Exercise brief:
Extract the text of every entry below exactly; leave images out.

Information supplied:
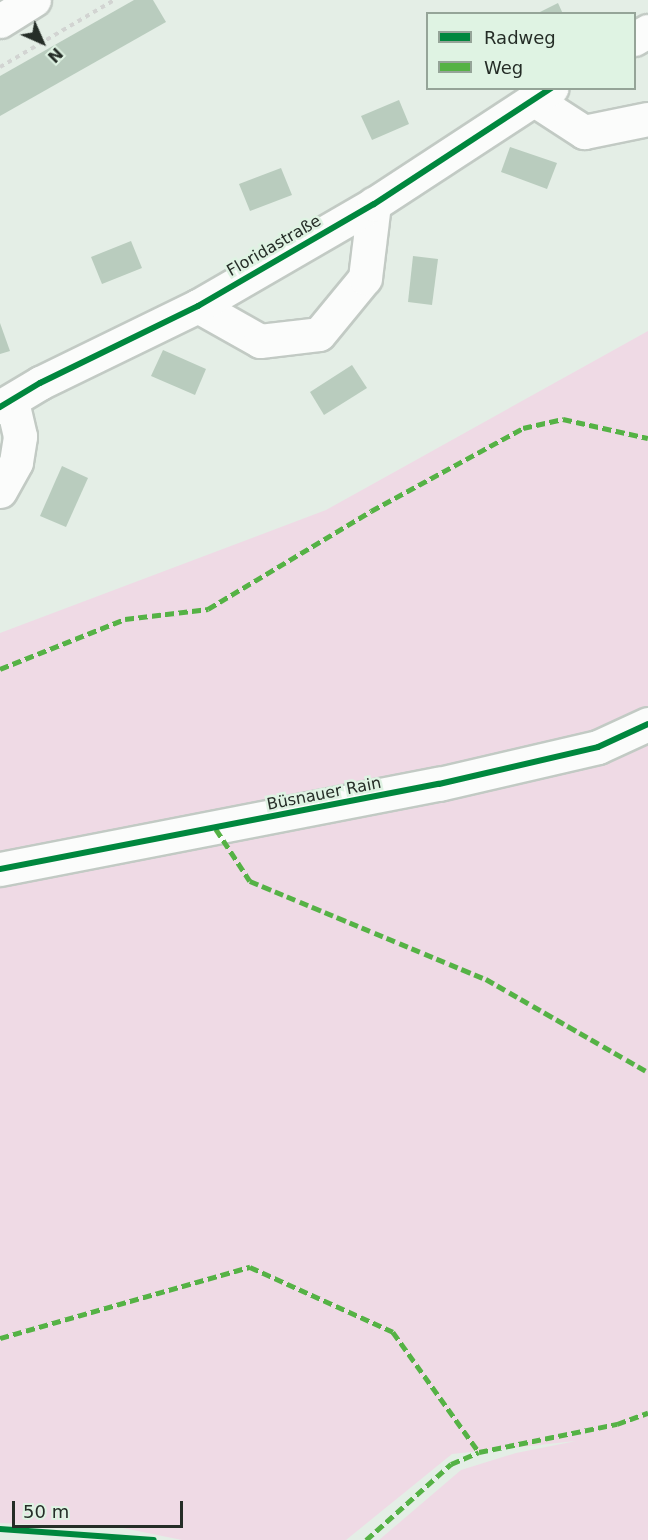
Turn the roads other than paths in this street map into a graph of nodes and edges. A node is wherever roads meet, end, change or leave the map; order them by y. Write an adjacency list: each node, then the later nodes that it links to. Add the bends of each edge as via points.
1 (34, 0): 2 (street)
2 (0, 21)
3 (542, 94): 4 (street, Floridastraße, via 584,132); 5 (street, Floridastraße)
4 (648, 119)
5 (374, 204): 6 (street, Floridastraße); 6 (street, via 365,278 319,334 260,340)
6 (198, 306): 7 (street, Floridastraße, via 40,383)
7 (6, 404): 8 (street, Floridastraße, via 20,436 16,462)
8 (0, 491)
9 (648, 724): 10 (street, Büsnauer Rain, via 598,747 439,784)
10 (0, 869)

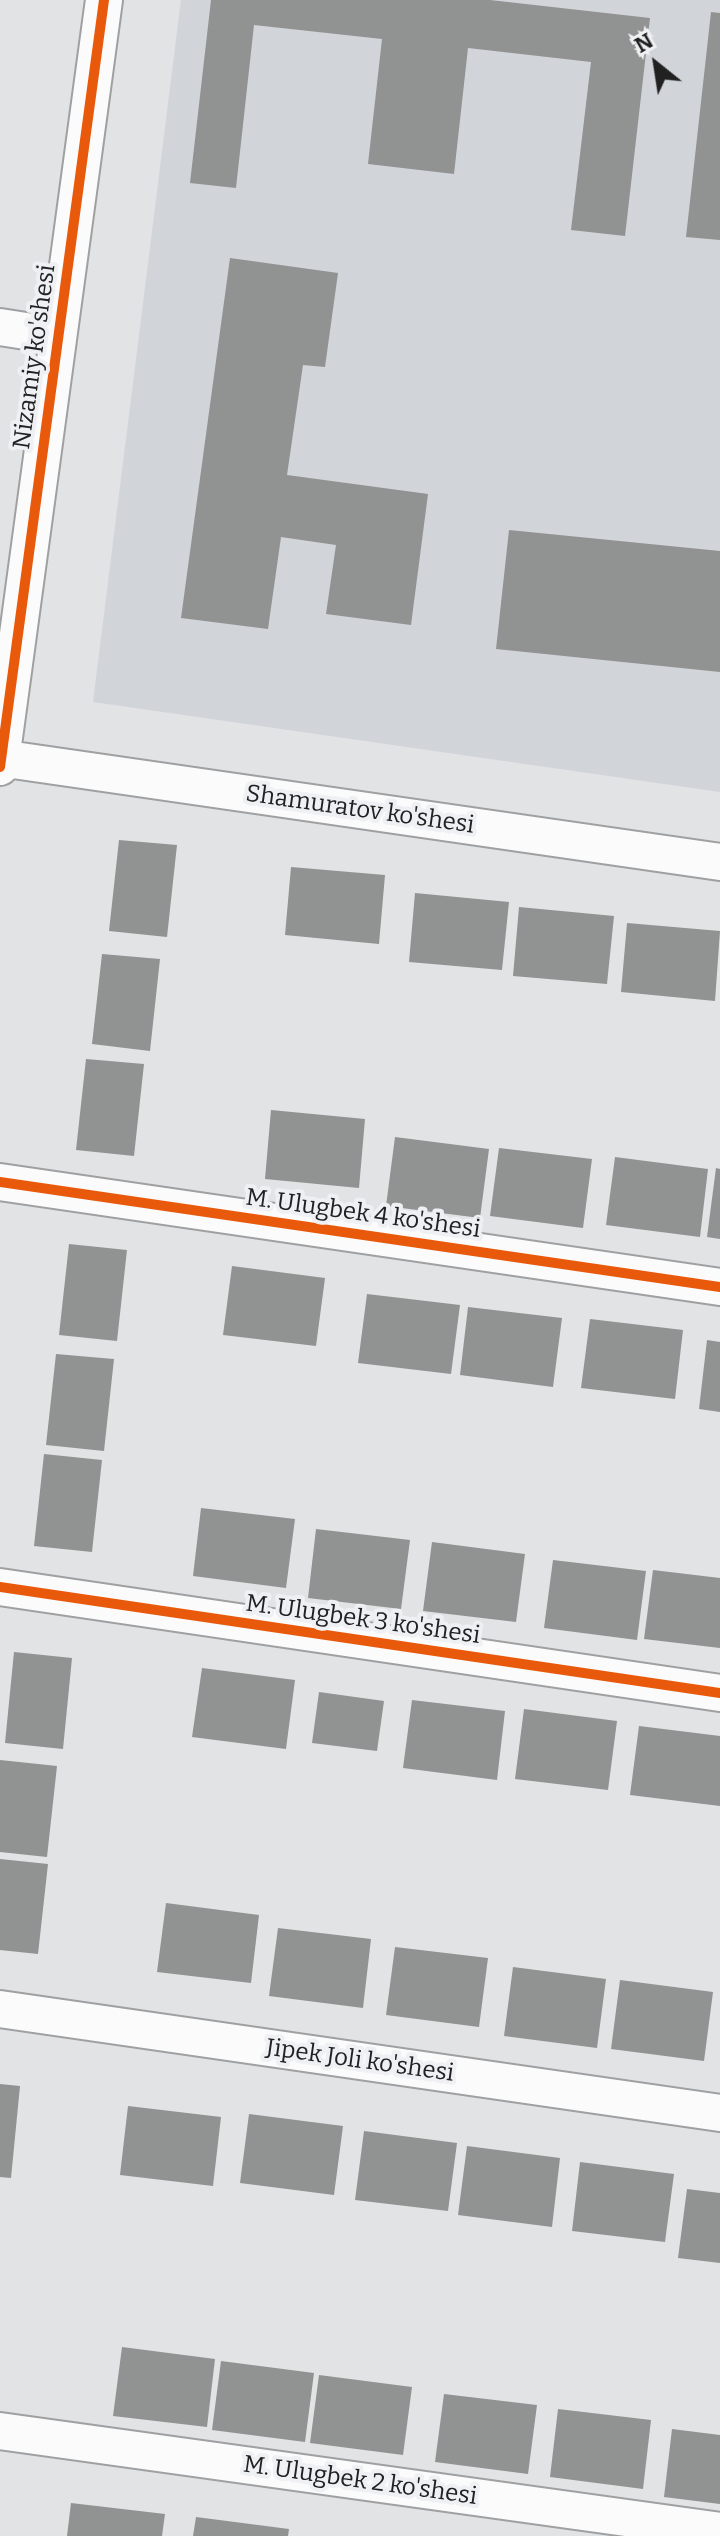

Solution to this problem:
Turn the roads other than paths in this street map into a graph of nodes and edges. A node is wherever roads meet, end, change or leave the map; order them by y. Write an adjacency list: each node, then the later nodes that it links to. Add the bends of each edge as via points.
1 (34, 0): 2 (street)
2 (0, 21)
3 (542, 94): 4 (street, Floridastraße, via 584,132); 5 (street, Floridastraße)
4 (648, 119)
5 (374, 204): 6 (street, Floridastraße); 6 (street, via 365,278 319,334 260,340)
6 (198, 306): 7 (street, Floridastraße, via 40,383)
7 (6, 404): 8 (street, Floridastraße, via 20,436 16,462)
8 (0, 491)
9 (648, 724): 10 (street, Büsnauer Rain, via 598,747 439,784)
10 (0, 869)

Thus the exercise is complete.